There are three main AV1 encoders, as mentioned above: libaom from Google, rav1e from xiph, and SVT-AV1 from Intel, Netflix, Meta, and others. Historically, SVT-AV1 has been noteworthy for its impressive speed and parallelism, while libaom was known for its great quality and class-leading still image performance (AV1 has an image format associated with it called AVIF).

Forks

The libaom team at Google is largely insulated from community influence; this means a random individual submitting some new code has a low chance of it being accepted. This led to a community culture of forking, with the first noteworthy fork being aom-av1-psy by BlueSwordM.

The goal of this fork was to enhance libaom (aomenc) with better perceptual quality. This means that the encoder would be able to make better decisions about what to keep and what to throw away according to our eyes, instead of chasing metric scores that, while important, don't always reflect the characteristics of the human visual system. BlueSwordM retired aom-av1-psy in September of 2022 to focus on other work.

Perceptual fidelity is not a new concept; encoders like x264 and x265 have a number of perceptually focused features like "psy-rd" and "psy-trellis" (you can read more about these elsewhere). x264 and x265 are very mature encoders for older formats, so mainstream AV1 encoders haven't had the same level of development in this area. This helped aom-av1-psy become very popular among AV1 enthusiasts, and its legacy lives on in the form of two newer forks: aom-av1-lavish (retired as of June 2024) and aom-psy101 (still maintained at the time of writing).

Usually, forks were maintained by a single individual – all of the forks I've mentioned so far have been or currently are. Coding isn't the only thing that goes into maintaining a project, so a solo dev is often responsible for documentation, community management, releases, bug reports, feature requests, testing, and more. This puts pressure on a singular developer to manage a rather complex project with a lot of eyes on it, which is difficult and has often led to project maintenance issues.

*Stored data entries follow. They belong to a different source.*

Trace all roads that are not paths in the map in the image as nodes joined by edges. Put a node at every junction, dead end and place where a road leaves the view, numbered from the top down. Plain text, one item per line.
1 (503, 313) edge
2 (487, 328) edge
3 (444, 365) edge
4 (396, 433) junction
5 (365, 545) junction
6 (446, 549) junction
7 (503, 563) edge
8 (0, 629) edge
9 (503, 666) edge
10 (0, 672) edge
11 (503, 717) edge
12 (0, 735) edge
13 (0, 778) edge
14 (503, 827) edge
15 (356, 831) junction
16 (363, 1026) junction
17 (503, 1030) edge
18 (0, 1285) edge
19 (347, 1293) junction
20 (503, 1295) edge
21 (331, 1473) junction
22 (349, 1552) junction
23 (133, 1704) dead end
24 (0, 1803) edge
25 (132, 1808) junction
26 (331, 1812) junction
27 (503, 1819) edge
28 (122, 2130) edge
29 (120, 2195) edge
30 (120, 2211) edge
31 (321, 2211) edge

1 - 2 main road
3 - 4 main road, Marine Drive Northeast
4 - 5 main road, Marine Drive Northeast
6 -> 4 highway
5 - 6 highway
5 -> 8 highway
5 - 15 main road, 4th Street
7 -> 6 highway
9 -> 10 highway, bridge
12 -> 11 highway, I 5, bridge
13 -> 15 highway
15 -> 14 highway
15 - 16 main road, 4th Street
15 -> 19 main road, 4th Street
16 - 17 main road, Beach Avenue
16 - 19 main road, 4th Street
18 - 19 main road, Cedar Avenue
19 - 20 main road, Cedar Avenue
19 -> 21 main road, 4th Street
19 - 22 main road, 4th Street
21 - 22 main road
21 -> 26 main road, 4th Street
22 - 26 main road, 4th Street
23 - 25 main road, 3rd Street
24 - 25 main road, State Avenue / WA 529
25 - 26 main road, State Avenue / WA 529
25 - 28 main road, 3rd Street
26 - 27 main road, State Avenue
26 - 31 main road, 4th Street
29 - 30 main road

All of this had been swirling around in my head at the time, because compiling aom-av1-lavish by collecting the latest experimental patches floating around Discord was kind of difficult and I was keenly interested in what a new project isolated from the aom-av1-psy legacy might look like. This brings us to SVT-AV1-PSY.

How It Started

I had entertained little discussions with friends about what kind of potential SVT-AV1 might have in 2023. The community often doesn't care much about speed versus perceptual quality, so many weren't that invested in seeing what could come out of SVT-AV1 as the aomenc forks were (and have always been) quite good. The rav1e encoder already had a perceptual lean, so many thought the path forward was clearly to invest as much community time as possible into rav1e. I thought this would be a herculean effort that would likely not pay off, and I was convinced that SVT-AV1 had something to offer with the incredible year over year speed improvements we kept on seeing. However, I never once thought of forking.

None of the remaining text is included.